EX-5.1 2 d179933dex51.htm EX-5.1 EX-5.1

Exhibit 5.1

REEDER & SIMPSON, P.C.

ATTORNEYS AT LAW

 

P.O. Box 601    RMI Tel.: +692-625-3602
RRE Commercial Center    Honolulu Tel.: +808-352-0749
Majuro, MH 96960—Marshall Islands    Email: dreeder.rmi@gmail.com

September 23, 2021

Navios Maritime Partners L.P.

7 Avenue de Grande Bretagne, Office 11B2

Monte Carlo, MC 98000

Monaco

Ladies and Gentlemen:

Re: Navios Maritime Partners L.P. (the “Partnership”)

We have acted as legal counsel in The Republic of the Marshall Islands (the “RMI”) to the Partnership and this opinion is addressed to the Partnership in connection with the filing by the Partnership of a Registration Statement on Form F-4 (theRegistration Statement”) with the United States Securities and Exchange Commission under the Securities Act of 1933, as amended, in relation to the registration of 3,448,388 common units (the “Securities”) representing limited partnership interests of the Partnership (the “Common Units”), with respect to the merger whereby the Partnership and its direct, wholly owned subsidiary, Navios Maritime Acquisition Sub. Inc. (“Merger Sub”) have entered into an Agreement and Plan of Merger (the “Merger Agreement”) with Navios Maritime Acquisition Corporation, under which Merger Sub will be merged with and into Navios Maritime Acquisition Corporation, with Navios Maritime Acquisition Corporation as the surviving entity.

The Securities are being issued pursuant to a registration statement on Form F-4, including the prospectus of the Partnership, (the “Prospectus”), with respect to the offering of the Securities (as amended, the “Registration Statement”).

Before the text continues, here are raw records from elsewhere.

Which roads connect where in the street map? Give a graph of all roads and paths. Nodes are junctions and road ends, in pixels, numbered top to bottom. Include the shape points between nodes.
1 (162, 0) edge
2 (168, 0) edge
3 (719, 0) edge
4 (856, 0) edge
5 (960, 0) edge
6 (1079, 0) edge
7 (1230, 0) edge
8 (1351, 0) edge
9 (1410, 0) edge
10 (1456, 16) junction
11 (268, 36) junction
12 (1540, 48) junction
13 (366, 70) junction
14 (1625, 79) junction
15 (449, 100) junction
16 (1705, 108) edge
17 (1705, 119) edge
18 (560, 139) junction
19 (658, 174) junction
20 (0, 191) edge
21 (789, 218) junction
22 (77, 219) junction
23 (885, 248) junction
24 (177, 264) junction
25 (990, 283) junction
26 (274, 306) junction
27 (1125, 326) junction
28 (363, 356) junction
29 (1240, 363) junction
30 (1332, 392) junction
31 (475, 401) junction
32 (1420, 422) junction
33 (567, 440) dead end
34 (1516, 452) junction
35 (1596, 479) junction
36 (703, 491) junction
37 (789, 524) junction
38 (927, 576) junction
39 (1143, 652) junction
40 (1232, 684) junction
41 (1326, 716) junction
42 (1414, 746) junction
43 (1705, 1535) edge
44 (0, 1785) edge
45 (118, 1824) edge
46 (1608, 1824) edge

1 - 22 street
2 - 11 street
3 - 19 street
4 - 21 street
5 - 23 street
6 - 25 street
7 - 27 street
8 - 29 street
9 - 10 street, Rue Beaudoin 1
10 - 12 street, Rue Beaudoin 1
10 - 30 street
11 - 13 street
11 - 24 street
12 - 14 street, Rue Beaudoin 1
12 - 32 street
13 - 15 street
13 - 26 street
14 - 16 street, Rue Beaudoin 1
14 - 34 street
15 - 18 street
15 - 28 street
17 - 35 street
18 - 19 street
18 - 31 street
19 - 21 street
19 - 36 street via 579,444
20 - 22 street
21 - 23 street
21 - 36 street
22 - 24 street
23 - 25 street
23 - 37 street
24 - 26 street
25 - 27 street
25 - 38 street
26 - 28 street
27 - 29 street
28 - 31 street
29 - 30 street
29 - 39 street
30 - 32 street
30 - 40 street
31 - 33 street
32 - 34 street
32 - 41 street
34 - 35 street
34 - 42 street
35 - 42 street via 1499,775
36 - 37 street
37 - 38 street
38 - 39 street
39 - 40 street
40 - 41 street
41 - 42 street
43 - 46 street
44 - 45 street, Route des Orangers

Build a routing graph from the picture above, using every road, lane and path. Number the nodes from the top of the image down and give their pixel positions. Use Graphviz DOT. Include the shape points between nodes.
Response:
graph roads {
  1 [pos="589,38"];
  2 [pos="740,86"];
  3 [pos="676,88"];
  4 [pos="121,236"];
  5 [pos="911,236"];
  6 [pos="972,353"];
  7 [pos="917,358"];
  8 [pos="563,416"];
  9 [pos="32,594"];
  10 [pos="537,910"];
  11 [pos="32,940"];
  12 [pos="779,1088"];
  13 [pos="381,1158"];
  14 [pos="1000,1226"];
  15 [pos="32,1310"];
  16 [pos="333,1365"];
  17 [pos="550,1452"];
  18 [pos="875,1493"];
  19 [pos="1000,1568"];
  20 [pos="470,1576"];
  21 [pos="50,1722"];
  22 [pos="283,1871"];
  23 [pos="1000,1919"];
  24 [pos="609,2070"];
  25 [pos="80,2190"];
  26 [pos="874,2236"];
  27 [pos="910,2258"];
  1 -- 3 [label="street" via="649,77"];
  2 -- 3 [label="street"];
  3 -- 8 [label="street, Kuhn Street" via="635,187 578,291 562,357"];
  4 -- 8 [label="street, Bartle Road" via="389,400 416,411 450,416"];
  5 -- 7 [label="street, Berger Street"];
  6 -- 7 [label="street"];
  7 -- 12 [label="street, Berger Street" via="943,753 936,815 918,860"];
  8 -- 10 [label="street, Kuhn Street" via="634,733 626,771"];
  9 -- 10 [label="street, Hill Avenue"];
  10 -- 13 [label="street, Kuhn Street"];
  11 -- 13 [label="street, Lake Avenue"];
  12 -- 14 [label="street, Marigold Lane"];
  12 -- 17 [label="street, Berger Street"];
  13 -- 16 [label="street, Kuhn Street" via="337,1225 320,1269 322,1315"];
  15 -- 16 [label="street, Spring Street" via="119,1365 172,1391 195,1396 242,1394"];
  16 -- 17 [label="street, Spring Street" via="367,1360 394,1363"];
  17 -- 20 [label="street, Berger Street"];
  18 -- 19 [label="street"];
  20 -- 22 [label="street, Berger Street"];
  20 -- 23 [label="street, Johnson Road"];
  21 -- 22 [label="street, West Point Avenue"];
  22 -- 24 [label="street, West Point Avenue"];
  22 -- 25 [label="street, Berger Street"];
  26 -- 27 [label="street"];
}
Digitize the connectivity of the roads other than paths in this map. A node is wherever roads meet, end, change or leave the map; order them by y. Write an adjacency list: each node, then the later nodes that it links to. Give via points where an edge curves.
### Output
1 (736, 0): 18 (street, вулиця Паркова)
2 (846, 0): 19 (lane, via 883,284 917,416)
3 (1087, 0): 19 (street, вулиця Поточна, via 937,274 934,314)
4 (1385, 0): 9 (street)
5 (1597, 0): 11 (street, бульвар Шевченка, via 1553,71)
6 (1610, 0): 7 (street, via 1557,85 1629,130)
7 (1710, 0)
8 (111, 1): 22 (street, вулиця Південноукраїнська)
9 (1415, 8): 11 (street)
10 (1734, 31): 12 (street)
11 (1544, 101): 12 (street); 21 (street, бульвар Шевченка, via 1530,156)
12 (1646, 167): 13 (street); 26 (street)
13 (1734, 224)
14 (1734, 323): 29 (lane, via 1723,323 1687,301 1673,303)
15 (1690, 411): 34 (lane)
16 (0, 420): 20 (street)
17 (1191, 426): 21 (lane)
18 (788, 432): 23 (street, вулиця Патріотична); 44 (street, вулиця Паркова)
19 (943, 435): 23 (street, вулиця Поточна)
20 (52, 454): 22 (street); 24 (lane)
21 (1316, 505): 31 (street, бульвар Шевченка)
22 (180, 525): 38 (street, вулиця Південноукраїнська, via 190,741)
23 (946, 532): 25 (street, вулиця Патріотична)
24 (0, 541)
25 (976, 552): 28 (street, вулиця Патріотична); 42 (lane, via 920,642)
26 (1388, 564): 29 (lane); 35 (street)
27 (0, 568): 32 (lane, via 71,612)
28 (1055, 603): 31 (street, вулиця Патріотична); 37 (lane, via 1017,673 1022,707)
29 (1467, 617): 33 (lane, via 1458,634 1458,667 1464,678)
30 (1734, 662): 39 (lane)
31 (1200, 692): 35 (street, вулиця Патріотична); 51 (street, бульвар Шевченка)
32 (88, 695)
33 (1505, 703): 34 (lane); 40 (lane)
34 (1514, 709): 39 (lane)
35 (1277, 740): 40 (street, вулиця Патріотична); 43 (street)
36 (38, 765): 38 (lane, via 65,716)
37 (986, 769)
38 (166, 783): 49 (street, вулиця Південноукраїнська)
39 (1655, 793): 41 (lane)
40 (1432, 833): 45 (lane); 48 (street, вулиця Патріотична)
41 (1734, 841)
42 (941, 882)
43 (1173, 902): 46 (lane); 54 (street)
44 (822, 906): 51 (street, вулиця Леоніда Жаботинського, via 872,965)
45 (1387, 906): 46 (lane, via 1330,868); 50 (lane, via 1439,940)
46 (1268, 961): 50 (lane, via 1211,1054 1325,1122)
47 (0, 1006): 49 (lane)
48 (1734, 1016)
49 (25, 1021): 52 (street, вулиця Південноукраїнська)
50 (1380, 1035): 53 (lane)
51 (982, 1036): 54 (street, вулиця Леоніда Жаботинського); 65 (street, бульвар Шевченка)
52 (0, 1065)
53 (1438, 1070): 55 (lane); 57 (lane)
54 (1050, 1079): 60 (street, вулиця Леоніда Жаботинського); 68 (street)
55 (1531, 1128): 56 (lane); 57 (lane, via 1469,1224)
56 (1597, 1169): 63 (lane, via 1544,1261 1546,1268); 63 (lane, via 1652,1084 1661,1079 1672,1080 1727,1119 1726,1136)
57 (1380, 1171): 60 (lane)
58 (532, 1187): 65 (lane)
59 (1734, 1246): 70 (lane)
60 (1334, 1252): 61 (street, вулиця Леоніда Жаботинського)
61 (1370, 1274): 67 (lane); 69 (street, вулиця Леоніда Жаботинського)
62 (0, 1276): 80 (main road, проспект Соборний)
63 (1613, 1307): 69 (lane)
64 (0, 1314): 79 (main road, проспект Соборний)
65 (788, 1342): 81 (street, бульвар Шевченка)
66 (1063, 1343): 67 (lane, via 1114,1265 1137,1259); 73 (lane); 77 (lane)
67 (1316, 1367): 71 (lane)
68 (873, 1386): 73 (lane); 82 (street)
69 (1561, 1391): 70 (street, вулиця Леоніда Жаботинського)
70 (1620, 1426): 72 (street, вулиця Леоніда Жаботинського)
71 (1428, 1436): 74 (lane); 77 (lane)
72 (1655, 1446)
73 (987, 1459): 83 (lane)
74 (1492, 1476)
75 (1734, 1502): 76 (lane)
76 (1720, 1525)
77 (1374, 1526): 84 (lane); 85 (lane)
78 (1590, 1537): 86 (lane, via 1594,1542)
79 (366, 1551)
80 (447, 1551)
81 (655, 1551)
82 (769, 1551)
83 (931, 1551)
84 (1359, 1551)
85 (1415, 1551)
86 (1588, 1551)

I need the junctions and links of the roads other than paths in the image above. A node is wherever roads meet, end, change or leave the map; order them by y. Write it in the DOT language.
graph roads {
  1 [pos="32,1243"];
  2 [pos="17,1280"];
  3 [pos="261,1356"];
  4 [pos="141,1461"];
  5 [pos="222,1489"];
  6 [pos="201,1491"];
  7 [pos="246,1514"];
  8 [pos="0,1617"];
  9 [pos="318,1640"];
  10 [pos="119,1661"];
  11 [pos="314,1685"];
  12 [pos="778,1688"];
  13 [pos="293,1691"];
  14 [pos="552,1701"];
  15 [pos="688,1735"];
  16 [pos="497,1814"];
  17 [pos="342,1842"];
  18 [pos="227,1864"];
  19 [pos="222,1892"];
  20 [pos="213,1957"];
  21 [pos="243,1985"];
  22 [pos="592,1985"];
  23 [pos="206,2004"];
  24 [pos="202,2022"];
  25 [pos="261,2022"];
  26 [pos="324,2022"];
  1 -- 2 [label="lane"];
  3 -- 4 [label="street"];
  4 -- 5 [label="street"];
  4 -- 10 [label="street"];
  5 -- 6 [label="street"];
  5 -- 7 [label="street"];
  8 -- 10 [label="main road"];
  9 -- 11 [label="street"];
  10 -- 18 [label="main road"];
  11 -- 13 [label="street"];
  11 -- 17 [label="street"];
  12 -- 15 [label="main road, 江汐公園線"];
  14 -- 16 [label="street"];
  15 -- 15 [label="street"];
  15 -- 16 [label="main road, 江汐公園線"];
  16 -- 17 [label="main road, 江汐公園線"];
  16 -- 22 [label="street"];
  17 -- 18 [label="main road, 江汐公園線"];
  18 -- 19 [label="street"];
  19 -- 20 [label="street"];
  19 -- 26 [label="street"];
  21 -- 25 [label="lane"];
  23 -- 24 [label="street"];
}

In connection with this opinion, we have examined such documents as may be required to issue this opinion including the Partnership’s operational documentation and certain resolutions adopted by the Partnership’s Board of Directors relating to the offering of the Securities and such other documents or records of the proceedings of the Partnership as we have deemed relevant, and the Registration Statement and the exhibits thereto.

In our examination, we have assumed the genuineness of all signatures, the legal capacity of natural persons, the authenticity of all documents submitted to us as originals, the conformity to original documents of all documents submitted to us as certified, photostatic or facsimile copies and the authenticity of the originals of such copies.

Based upon the foregoing, we are of the opinion that the Securities are duly authorized and, when issued and delivered to and paid for in accordance with the terms of the Merger Agreement, will be validly issued, fully paid and non-assessable.

Our opinion is limited to the Limited Partnership laws of the RMI, and we express no opinion with respect to the laws of any other jurisdiction. To the extent that any applicable document is stated to be governed by the laws of another jurisdiction, we have assumed for purposes of this opinion that the laws of such jurisdiction are identical to the laws of the RMI.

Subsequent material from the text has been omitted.